Reflections of a Mediocre Fisherman

by Robert Hughes

Pub Date: Oct. 1st, 1999
ISBN: 0-345-42283-X
Publisher: Ballantine

An unlikely match of subject, author, and series (this is a volume in the Library of Contemporary Thought) puts art critic and historian Hughes (American Visions: The Epic History of Art in America, 1997, etc.) at the other end of a fishing pole. Hughes brings the same mixture of insight, self-deprecating whimsy, and caustic wit to the subject of angling that he has put to good use in art criticism and polemics. During his Australian boyhood, he was an avid fisherman, and he has retained that enthusiasm for “a good deal of my life. . . not with enough dedication to qualify as “expert,” however you might define that.” But his dedication to fishing has enriched his inner life in ways that are unexpectedly reflected in his “day job”: like novelist Craig Nova (see page 1205), Hughes has found fishing “an education in seeing and discriminating,” in learning to read the subtleties of water in motion and natural phenomena in the unending search for clues to where the fish are biting.
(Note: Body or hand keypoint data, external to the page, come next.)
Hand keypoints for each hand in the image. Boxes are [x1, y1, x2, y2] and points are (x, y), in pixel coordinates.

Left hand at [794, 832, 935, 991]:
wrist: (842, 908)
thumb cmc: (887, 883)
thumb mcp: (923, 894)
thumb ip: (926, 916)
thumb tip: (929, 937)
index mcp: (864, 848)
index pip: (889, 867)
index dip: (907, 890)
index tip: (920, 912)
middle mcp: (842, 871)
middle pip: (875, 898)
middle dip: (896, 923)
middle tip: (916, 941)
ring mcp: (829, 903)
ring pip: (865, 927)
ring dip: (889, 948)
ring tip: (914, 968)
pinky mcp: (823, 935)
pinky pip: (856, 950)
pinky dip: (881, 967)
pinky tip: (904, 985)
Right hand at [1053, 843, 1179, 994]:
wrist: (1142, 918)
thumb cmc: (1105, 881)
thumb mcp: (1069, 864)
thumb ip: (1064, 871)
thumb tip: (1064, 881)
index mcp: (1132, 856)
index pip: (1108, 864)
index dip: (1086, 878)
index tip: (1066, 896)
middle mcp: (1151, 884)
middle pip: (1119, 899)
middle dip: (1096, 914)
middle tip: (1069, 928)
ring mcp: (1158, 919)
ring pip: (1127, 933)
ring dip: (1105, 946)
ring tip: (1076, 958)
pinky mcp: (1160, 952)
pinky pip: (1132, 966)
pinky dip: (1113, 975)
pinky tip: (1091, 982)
More than that, however, A Jerk on One End is a discerning and clever history of the cultural and class implications of fishing, followed by a passionate and convincing, if brief, survey of the dreadful ecological effects of industrial fishing as practiced around the world today. Hughes is wonderfully candid about the seeming contradictions in the ethics of his sport, so much so that his argument with the factory fishing mavens is made that much more compelling. A thoughtful and witty little volume whose readership should extend beyond the fly-fishing purist.